[Dataset entries]
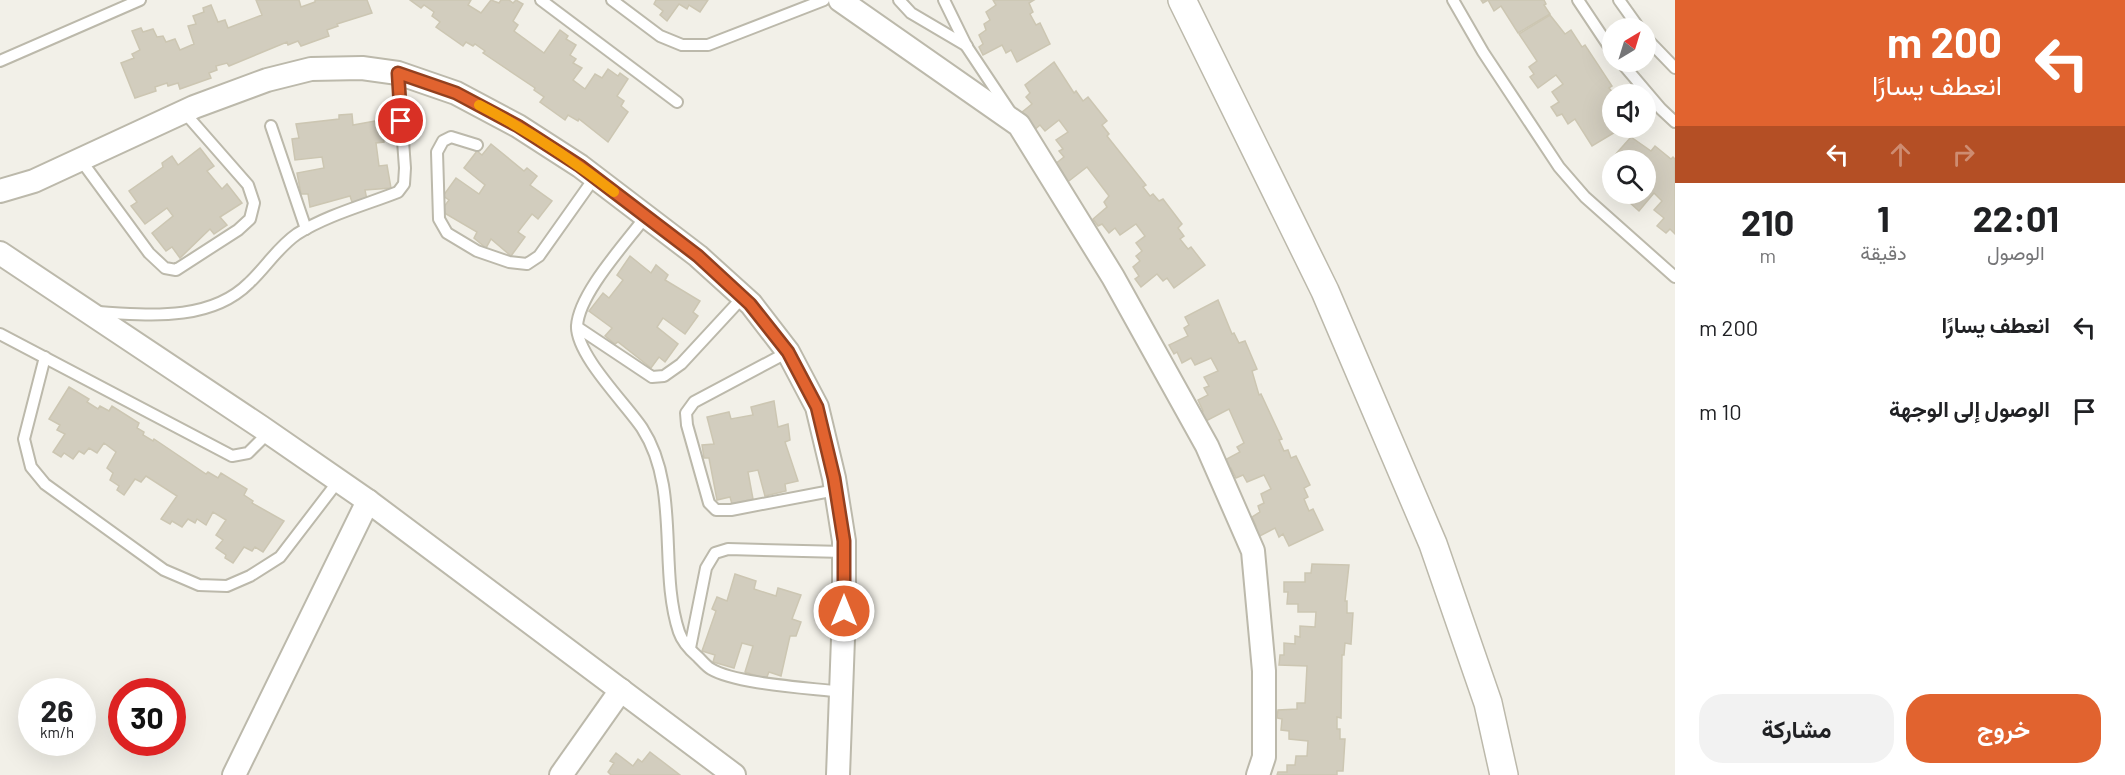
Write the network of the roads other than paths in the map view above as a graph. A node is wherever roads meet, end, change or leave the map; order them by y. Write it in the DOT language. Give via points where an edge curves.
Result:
graph roads {
  1 [pos="140,0"];
  2 [pos="541,0"];
  3 [pos="612,0"];
  4 [pos="824,0"];
  5 [pos="840,0"];
  6 [pos="899,0"];
  7 [pos="944,0"];
  8 [pos="1182,0"];
  9 [pos="1453,0"];
  10 [pos="1578,0"];
  11 [pos="1619,0"];
  12 [pos="1632,18"];
  13 [pos="1602,36"];
  14 [pos="968,46"];
  15 [pos="1656,48"];
  16 [pos="0,61"];
  17 [pos="1675,68"];
  18 [pos="1630,72"];
  19 [pos="398,73"];
  20 [pos="678,102"];
  21 [pos="184,112"];
  22 [pos="1675,122"];
  23 [pos="1019,125"];
  24 [pos="271,126"];
  25 [pos="477,145"];
  26 [pos="80,159"];
  27 [pos="595,177"];
  28 [pos="0,191"];
  29 [pos="646,216"];
  30 [pos="306,229"];
  31 [pos="0,253"];
  32 [pos="1675,277"];
  33 [pos="743,297"];
  34 [pos="88,312"];
  35 [pos="577,327"];
  36 [pos="0,334"];
  37 [pos="788,352"];
  38 [pos="45,357"];
  39 [pos="269,432"];
  40 [pos="339,480"];
  41 [pos="836,490"];
  42 [pos="368,501"];
  43 [pos="844,552"];
  44 [pos="690,648"];
  45 [pos="621,690"];
  46 [pos="841,692"];
  47 [pos="1263,769"];
  48 [pos="731,774"];
  49 [pos="234,775"];
  50 [pos="561,775"];
  51 [pos="838,775"];
  52 [pos="1504,775"];
  1 -- 16 [label="lane"];
  2 -- 20 [label="lane"];
  3 -- 4 [label="lane" via="660,36 682,45 708,45"];
  5 -- 23 [label="street"];
  6 -- 14 [label="lane" via="911,13"];
  7 -- 14 [label="lane"];
  8 -- 52 [label="street" via="1325,291 1433,544 1488,703"];
  9 -- 32 [label="lane" via="1559,167 1585,197"];
  10 -- 13 [label="lane"];
  11 -- 12 [label="lane"];
  14 -- 23 [label="lane"];
  15 -- 17 [label="lane"];
  18 -- 22 [label="lane"];
  19 -- 21 [label="street" via="362,68 311,69 267,80"];
  19 -- 27 [label="street" via="456,93 518,126"];
  19 -- 30 [label="lane" via="404,183 398,192"];
  21 -- 26 [label="street"];
  21 -- 26 [label="lane" via="248,185 254,203 250,219 238,230 176,270 165,268 149,253"];
  23 -- 47 [label="street" via="1113,277 1207,446 1253,551 1264,672"];
  24 -- 30 [label="lane"];
  25 -- 27 [label="lane" via="451,137 443,141 437,152 439,219 447,233 477,251 508,262 527,264 539,256"];
  26 -- 28 [label="street" via="34,181"];
  27 -- 29 [label="street"];
  29 -- 33 [label="street"];
  29 -- 35 [label="lane" via="585,297"];
  30 -- 34 [label="lane" via="279,249 249,284 224,302 154,316"];
  31 -- 34 [label="street"];
  33 -- 35 [label="lane" via="681,364 664,376 652,377"];
  33 -- 37 [label="street"];
  34 -- 39 [label="street"];
  35 -- 44 [label="lane" via="582,350 652,446 667,517 672,603 680,635"];
  36 -- 38 [label="lane"];
  37 -- 41 [label="street" via="817,407"];
  37 -- 41 [label="lane" via="694,402 686,413 709,503 716,510 731,510"];
  38 -- 39 [label="lane" via="232,456 248,453"];
  38 -- 40 [label="lane" via="24,439 31,467 45,484 164,570 199,585 227,586 280,557"];
  39 -- 40 [label="street"];
  40 -- 42 [label="street"];
  41 -- 43 [label="street"];
  42 -- 45 [label="street"];
  42 -- 49 [label="street"];
  43 -- 44 [label="lane" via="728,549 715,553 706,568"];
  43 -- 46 [label="street"];
  44 -- 46 [label="lane" via="712,670 742,679"];
  45 -- 48 [label="street"];
  45 -- 50 [label="street"];
  46 -- 51 [label="street"];
}
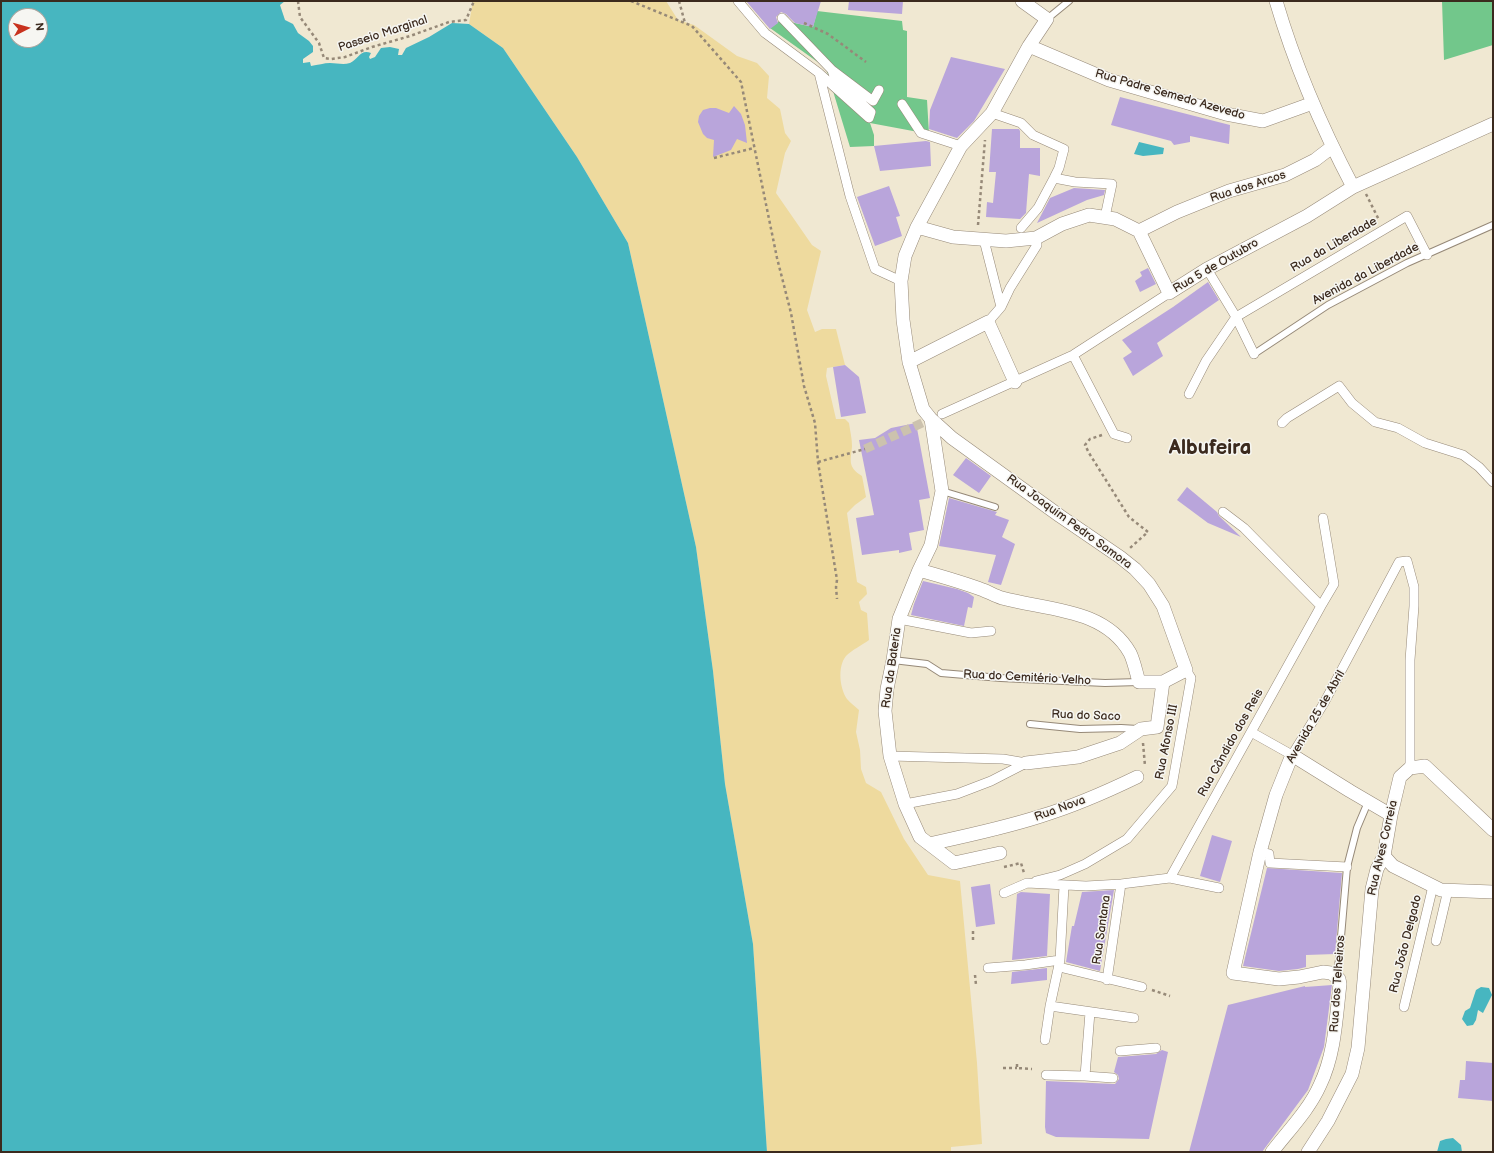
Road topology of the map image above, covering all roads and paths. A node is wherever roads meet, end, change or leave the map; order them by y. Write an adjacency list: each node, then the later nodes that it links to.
1 (298, 1): 2 (path, Passeio Marginal)
2 (474, 1)
3 (631, 1): 11 (path)
4 (679, 1): 11 (path)
5 (738, 1): 15 (street)
6 (1022, 1): 10 (street)
7 (1069, 1): 10 (lane)
8 (1276, 1): 17 (street)
9 (782, 18): 13 (path); 14 (street)
10 (1047, 19): 12 (street, Rua da Bateria)
11 (685, 23): 23 (path)
12 (1029, 46): 17 (street, Rua Padre Semedo Azevedo); 19 (street, Rua da Bateria)
13 (866, 62)
14 (832, 70): 15 (street); 16 (street)
15 (819, 73): 37 (street)
16 (879, 90)
17 (1313, 103): 22 (street)
18 (902, 104): 21 (street)
19 (992, 113): 21 (street, Rua da Bateria); 25 (street); 34 (path)
20 (1493, 124): 26 (street, Rua 5 de Outubro)
21 (962, 146): 29 (street, Rua da Bateria)
22 (1332, 147): 26 (street); 32 (street, Rua dos Arcos)
23 (754, 148): 24 (path); 52 (path)
24 (714, 158)
25 (1054, 178): 27 (street); 30 (street)
26 (1357, 186): 31 (path); 36 (street, Rua 5 de Outubro)
27 (1105, 217): 32 (street); 33 (street)
28 (1493, 225): 35 (lane, Avenida da Liberdade)
29 (917, 227): 34 (street); 37 (street, Rua da Bateria)
30 (1021, 228)
31 (1384, 229): 35 (street, Rua da Liberdade); 40 (street, Rua da Liberdade)
32 (1139, 231): 38 (street)
33 (1036, 238): 34 (street); 39 (street)
34 (980, 239): 39 (street)
35 (1427, 255): 42 (lane, Avenida da Liberdade)
36 (1207, 269): 38 (street, Rua 5 de Outubro); 40 (street)
37 (901, 281): 44 (street, Rua da Bateria)
38 (1169, 293): 43 (street, Rua 5 de Outubro)
39 (1001, 307): 41 (street)
40 (1236, 317): 42 (street); 46 (street)
41 (988, 322): 44 (street); 45 (street)
42 (1254, 354)
43 (1073, 355): 45 (street, Rua 5 de Outubro); 49 (street)
44 (909, 362): 47 (street, Rua da Bateria)
45 (1015, 382): 47 (street, Rua 5 de Outubro)
46 (1189, 394)
47 (932, 414): 54 (street, Rua da Bateria); 58 (street, Rua Joaquim Pedro Samora)
48 (1282, 423): 53 (street)
49 (1114, 434): 50 (street); 58 (path)
50 (1127, 438)
51 (865, 449): 52 (path)
52 (818, 462): 60 (path)
53 (1493, 482)
54 (942, 491): 55 (lane); 59 (street, Rua da Bateria)
55 (995, 507)
56 (1223, 512): 61 (street)
57 (1324, 518): 61 (street, Rua Cândido dos Reis)
58 (1120, 557): 65 (street, Rua Joaquim Pedro Samora)
59 (918, 570): 62 (street, Rua da Bateria); 66 (street)
60 (837, 599)
61 (1320, 606): 69 (street, Rua Cândido dos Reis)
62 (899, 619): 63 (street); 64 (street, Rua da Bateria)
63 (991, 631)
64 (893, 660): 66 (lane, Rua do Cemitério Velho); 72 (street, Rua da Bateria)
65 (1186, 670): 67 (street); 86 (street, Rua Afonso III)
66 (1139, 682): 67 (street, Rua do Cemitério Velho)
67 (1163, 682): 70 (street)
68 (1030, 724): 70 (lane, Rua do Saco)
69 (1251, 732): 71 (street); 85 (street, Rua Cândido dos Reis)
70 (1142, 733): 73 (street); 75 (path)
71 (1292, 755): 74 (street, Avenida 25 de Abril); 76 (street); 82 (street, Avenida 25 de Abril)
72 (890, 756): 73 (street); 77 (street, Rua da Bateria)
73 (1026, 763): 77 (street)
74 (1410, 768): 78 (street, Rua Alves Correia); 79 (street)
75 (1137, 777): 80 (street, Rua Nova)
76 (1369, 801): 78 (street); 84 (lane, Rua dos Telheiros)
77 (905, 804): 80 (street, Rua da Bateria)
78 (1391, 815): 83 (street, Rua Alves Correia)
79 (1493, 830)
80 (929, 844): 81 (street, Rua da Bateria)
81 (1000, 852): 86 (path)
82 (1260, 852): 84 (street); 100 (street, Avenida 25 de Abril)
83 (1384, 856): 89 (street); 120 (street, Rua Alves Correia)
84 (1347, 867): 100 (lane, Rua dos Telheiros)
85 (1170, 878): 87 (street); 90 (street)
86 (1027, 883): 88 (street); 93 (street, Rua Afonso III)
87 (1121, 884): 88 (street); 101 (street, Rua Santana)
88 (1064, 886): 97 (street)
89 (1433, 886): 91 (street); 106 (street, Rua João Delgado)
90 (1219, 888)
91 (1448, 890): 92 (street); 96 (street)
92 (1493, 892)
93 (1004, 893)
94 (973, 931): 95 (path)
95 (973, 942)
96 (1436, 942)
97 (1059, 964): 98 (street); 101 (street); 105 (street)
98 (988, 968)
99 (975, 975): 102 (path)
100 (1336, 976): 119 (street, Rua dos Telheiros)
101 (1107, 980): 103 (street)
102 (976, 985)
103 (1142, 987): 104 (path)
104 (1170, 996)
105 (1050, 1006): 107 (street); 109 (street)
106 (1404, 1007)
107 (1090, 1012): 108 (street); 117 (street)
108 (1134, 1018)
109 (1045, 1040)
110 (1156, 1048): 111 (street)
111 (1120, 1051)
112 (1017, 1064): 114 (path)
113 (1003, 1068): 114 (path)
114 (1016, 1068): 115 (path)
115 (1032, 1069)
116 (1046, 1075): 117 (street)
117 (1085, 1076): 118 (street)
118 (1113, 1078)
119 (1272, 1152)
120 (1308, 1152)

### TASK STATEMENT
Every line that contains the string "them" should be copied from the records.

### OUTPUT OF THE TASK
Write the network of the roads other than paths in the map view above as a graph. A node is wherever roads meet, end, change or leave the map; order them by y. Write it in the DOT language. Give via points where an edge curves.
Road topology of the map image above, covering all roads and paths. A node is wherever roads meet, end, change or leave the map; order them by y. Write an adjacency list: each node, then the later nodes that it links to.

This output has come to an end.